Plastics are “novel entities” – materials that are alien to the natural ecosystem and cannot be broken down. Micro plastics have been found in breast milk, and the population of remote populations. Approximately 4 million tonnes enters the oceans each year according to ICUN, and only 9% has ever been recycled according to National Geographic.

Plastics recycling is limited by the type of plastic and the number of times it has previously been recycled. Even compounds that recycle well often need a proportion of virgin plastic to maintain quality.  Knowing the proportion of plastics in equipment allows recyclers to focus on the material that is most worthwhile to recover.

Lithium extraction, like copper extraction, is a water intensive process. It also has a high pollution risk for the local animal and plant life. The material is in dwindling supply worldwide yet in high demand from the renewable transport and energy sector.

End of life destruction has a high risk of fires, which are extremely difficult to extinguish. Knowing how much lithium is present allows recyclers to separate the material and process it differently.

Synthetic rubber is a product of the petroleum industry, with associated climate, air and water pollution impacts. It is also a novel entity that cannot be broken down. The natural alternative has impacts on land-use, deforestation, habitat loss and biodiversity.

Rubber cannot be recycled but can be ground down to make other products like non-slip mats, playground surfaces and astroturf.    

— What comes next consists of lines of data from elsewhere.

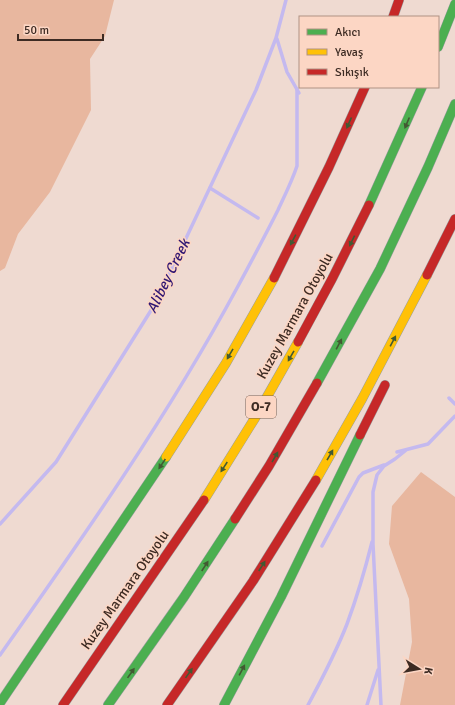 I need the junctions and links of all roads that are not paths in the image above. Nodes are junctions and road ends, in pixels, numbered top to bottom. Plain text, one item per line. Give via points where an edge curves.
1 (399, 0) edge
2 (455, 4) edge
3 (393, 16) edge
4 (439, 44) edge
5 (365, 88) edge
6 (422, 88) edge
7 (455, 104) edge
8 (455, 220) edge
9 (390, 376) dead end
10 (0, 703) edge
11 (63, 705) edge
12 (108, 705) edge
13 (167, 705) edge
14 (224, 705) edge

1 - 3 highway
2 - 4 highway
5 -> 10 highway via 299,228 204,400 86,579
6 -> 11 highway, Kuzey Marmara Otoyolu / O-7 via 381,181 333,278 275,384 161,565
12 -> 7 highway, O-7 via 184,597 288,435 380,269
13 -> 8 highway via 220,630 302,504 395,339
14 -> 9 highway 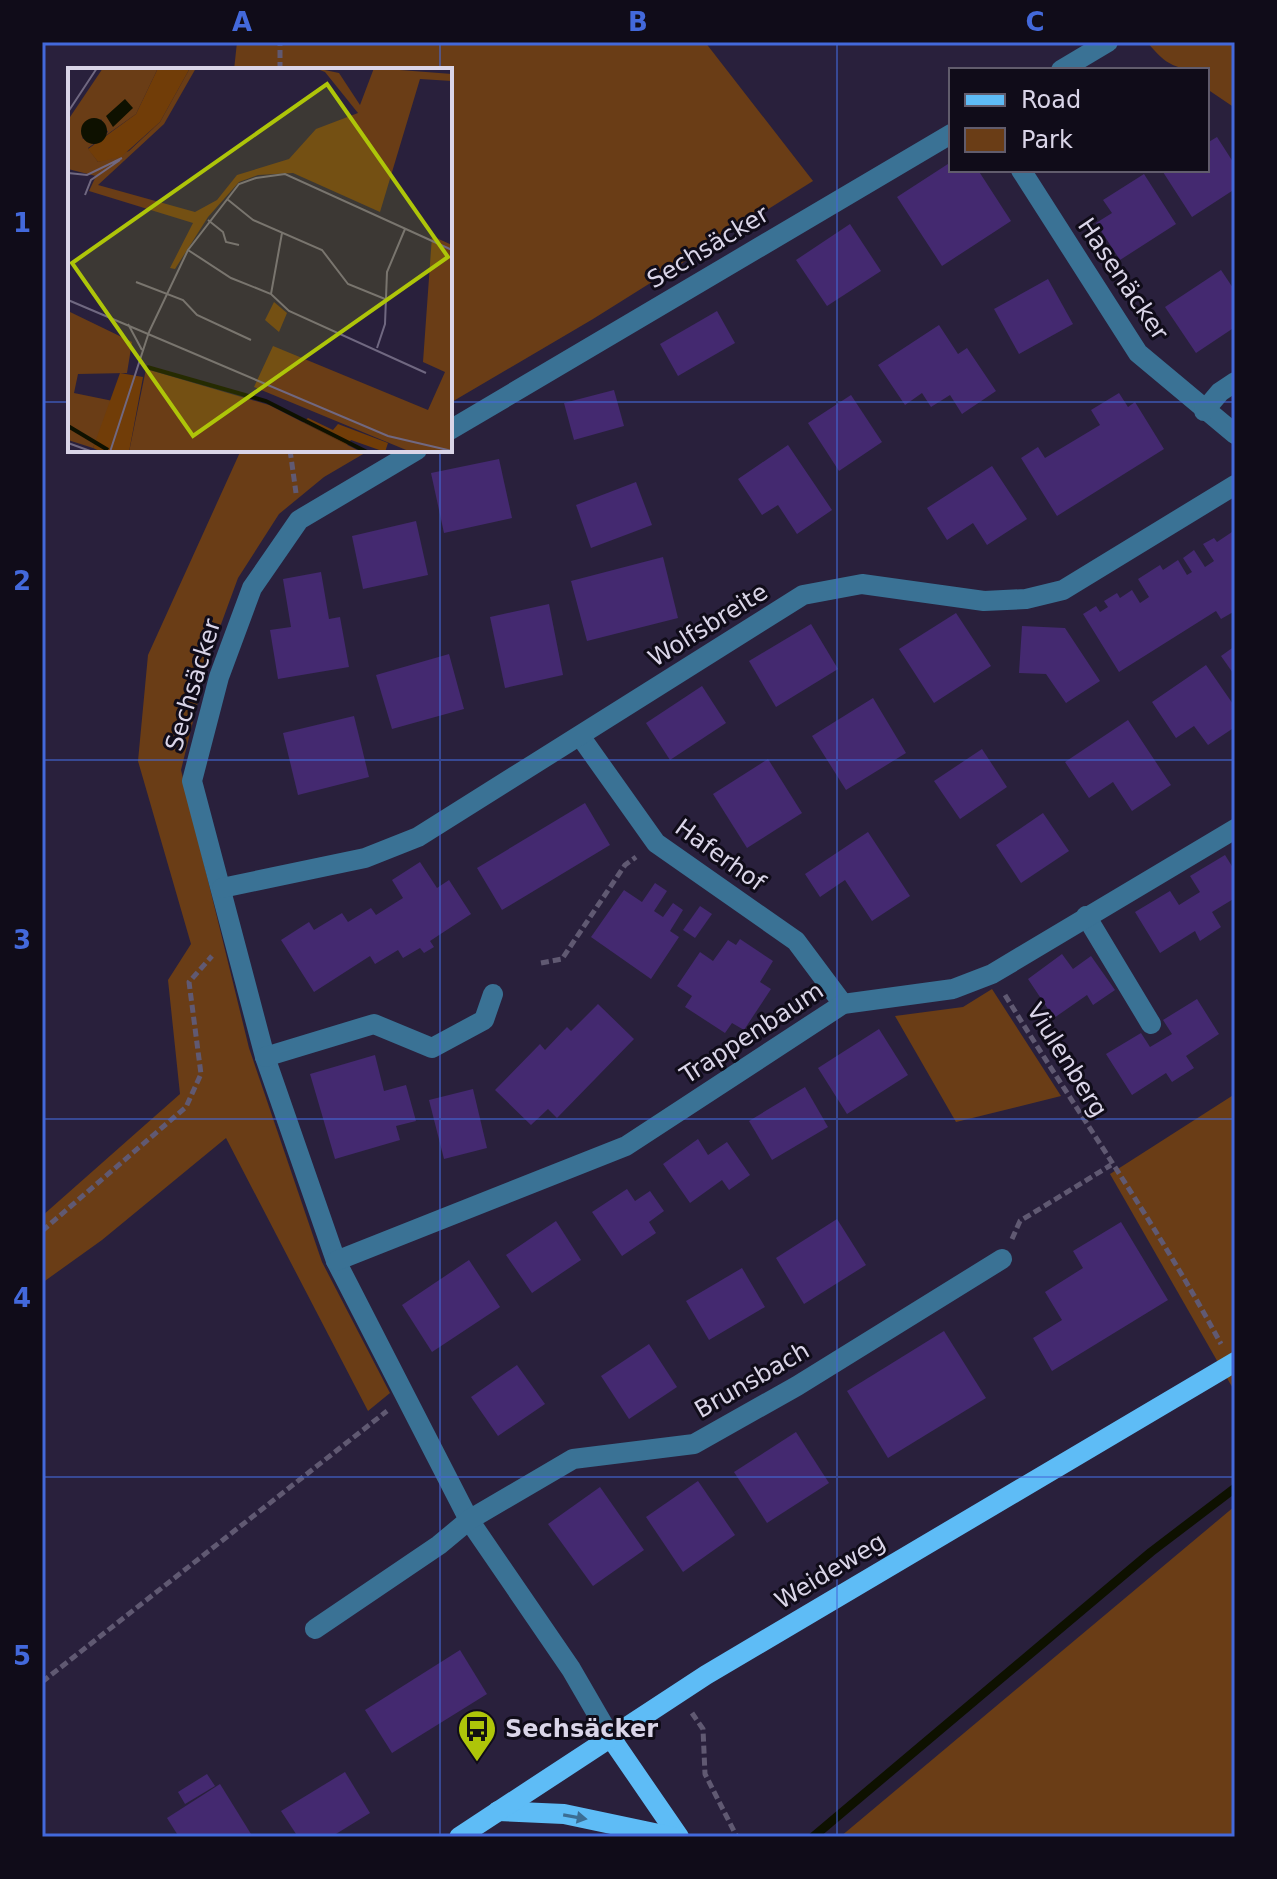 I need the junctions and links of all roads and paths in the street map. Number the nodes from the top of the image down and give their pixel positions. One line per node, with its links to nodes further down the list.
1 (280, 42): 3 (path)
2 (1108, 42): 4 (street)
3 (280, 68)
4 (1064, 68)
5 (949, 135): 9 (street, Sechsäcker)
6 (1022, 172): 8 (street, Hasenäcker)
7 (1235, 382): 8 (street)
8 (1204, 411): 10 (street, Hasenäcker)
9 (452, 429)
10 (1235, 434)
11 (290, 452): 14 (path)
12 (414, 452): 14 (street, Sechsäcker)
13 (1235, 485): 15 (street, Wolfsbreite)
14 (299, 520): 18 (street, Sechsäcker)
15 (580, 736): 17 (street, Haferhof); 18 (street, Wolfsbreite)
16 (1235, 829): 19 (street, Trappenbaum)
17 (656, 843): 21 (path); 24 (street, Haferhof)
18 (222, 888): 20 (street, Sechsäcker)
19 (1086, 916): 22 (street, Trappenbaum); 25 (street)
20 (235, 953): 26 (street, Sechsäcker); 28 (path)
21 (541, 963)
22 (992, 974): 24 (street, Trappenbaum); 27 (path, Viulenberg)
23 (493, 994): 26 (street)
24 (843, 1004): 30 (street, Trappenbaum)
25 (1151, 1024)
26 (265, 1057): 30 (street, Sechsäcker)
27 (1111, 1165): 29 (path); 31 (path, Viulenberg)
28 (42, 1231)
29 (1002, 1259): 34 (street, Brunsbach)
30 (336, 1261): 33 (street, Sechsäcker)
31 (1221, 1344)
32 (1235, 1362): 37 (main road, Weideweg)
33 (408, 1399): 34 (street, Sechsäcker); 36 (path)
34 (469, 1520): 35 (street, Brunsbach); 38 (street, Sechsäcker)
35 (315, 1629)
36 (42, 1682)
37 (679, 1693): 38 (main road, Weideweg); 42 (path)
38 (611, 1738): 39 (main road, Weideweg); 41 (main road)
39 (498, 1811): 40 (main road, Weideweg); 41 (main road, one-way to 41)
40 (459, 1837)
41 (676, 1837)
42 (737, 1837) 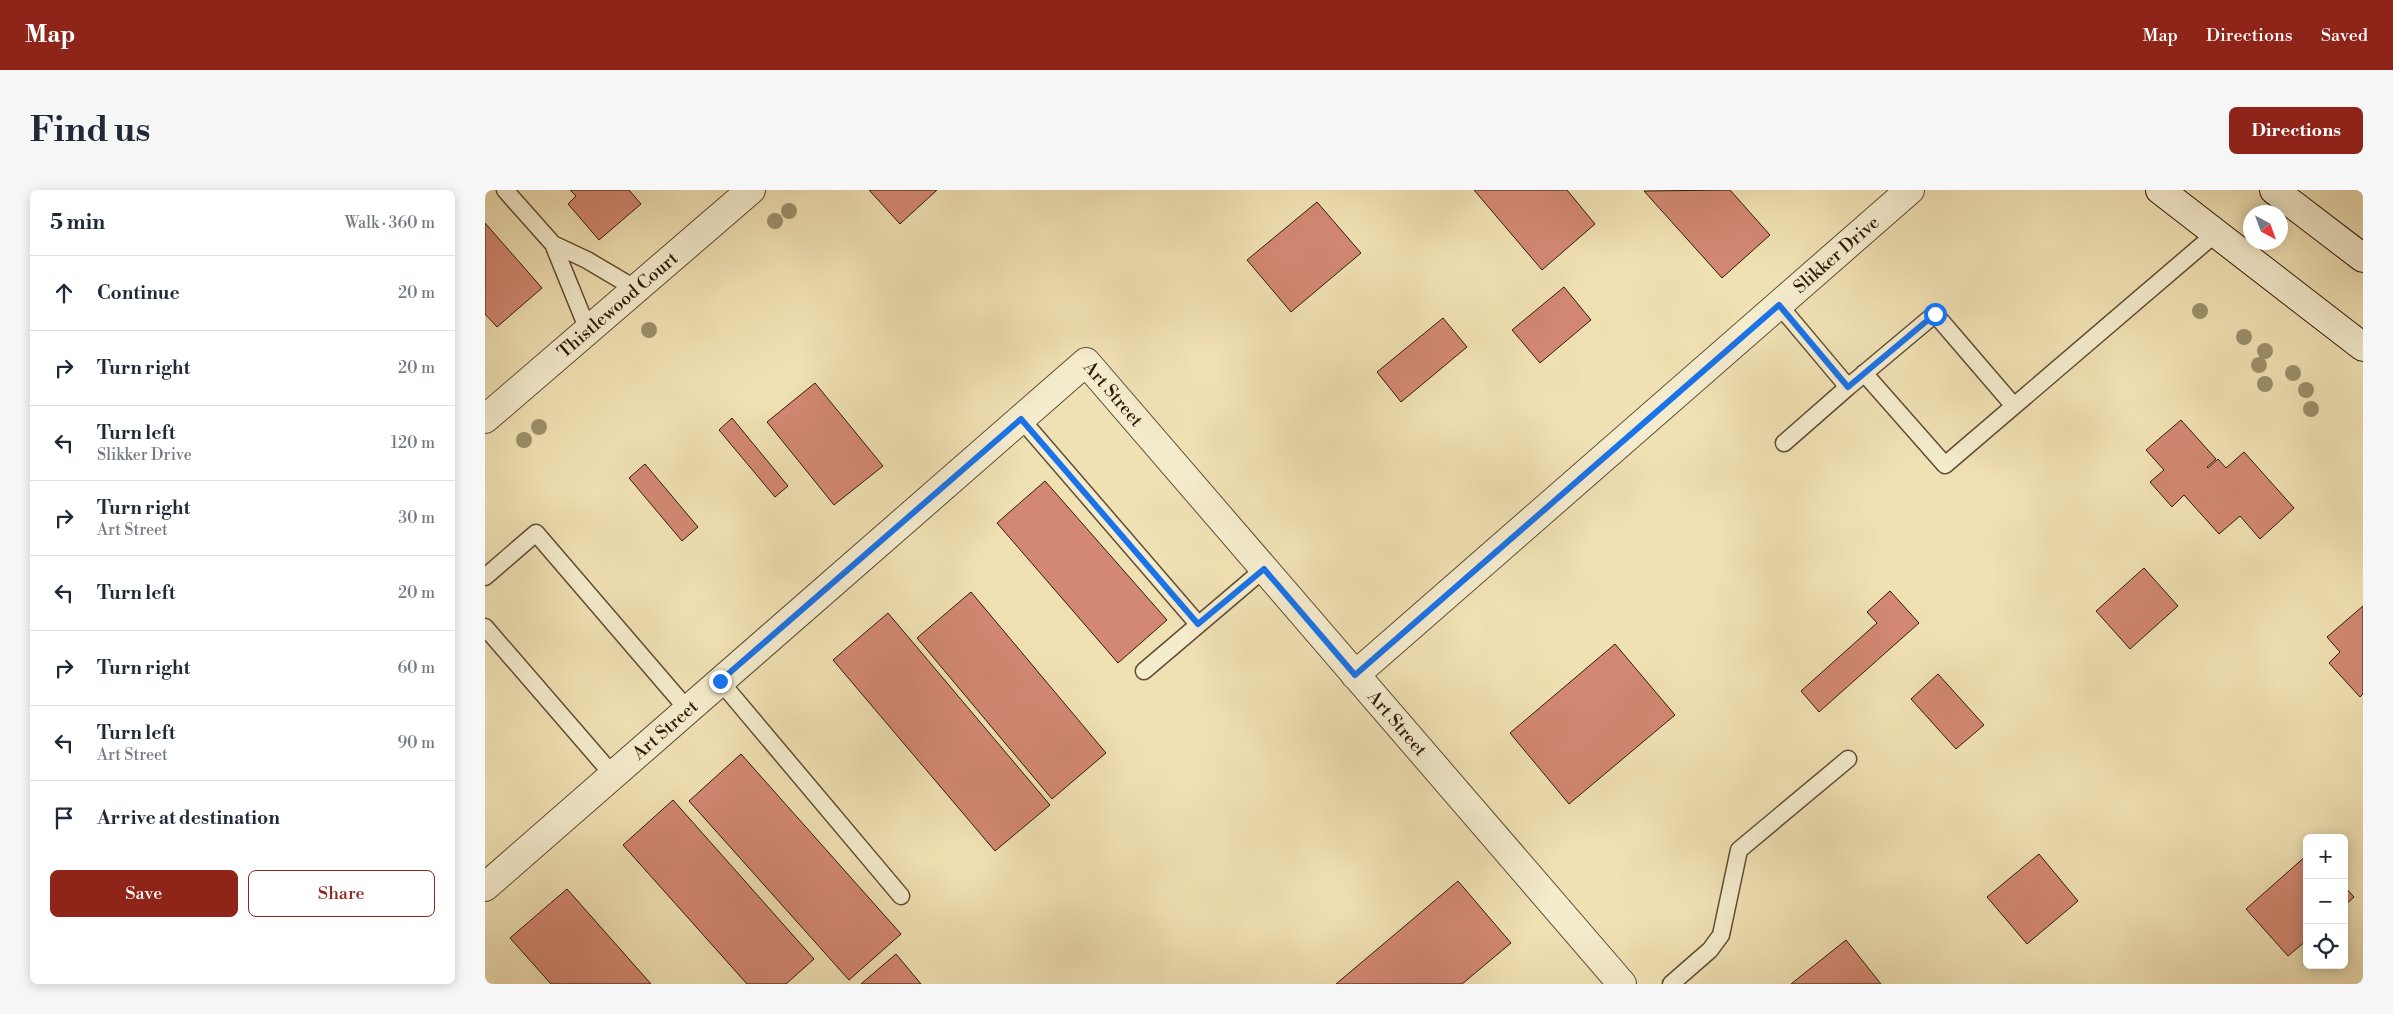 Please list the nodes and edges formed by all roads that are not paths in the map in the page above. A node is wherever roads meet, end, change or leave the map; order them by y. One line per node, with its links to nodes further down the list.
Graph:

Critical Raw Materials (CRM) are present in trace amounts in servers… but they count. Are those identified by governments as either in low geological supply, or politically risky supply because they are found in a low number of places worldwide. Lithium is a CRM. Others found in servers are Dyprosium, Palladium, Platinum, Antimony, Silicon, Gallium, Germanium and Cobalt.

Mainstream recycling processes tend to destroy CRM in servers because it destroys the amalgams and coatings that contain them. Newer processes like bioleaching and pyrolysis are under development and may be widely available in the near future.

What next?

We are looking forward to the findings of the NWE Interreg funded research project Circular Economy for the Data Centre Industry (CEDaCI) in the next few months. This should update the information on materials usage and environmental impact of servers. It also gives indicators on social impact. The team will be looking at ways of integrating the information into our environmental reporting.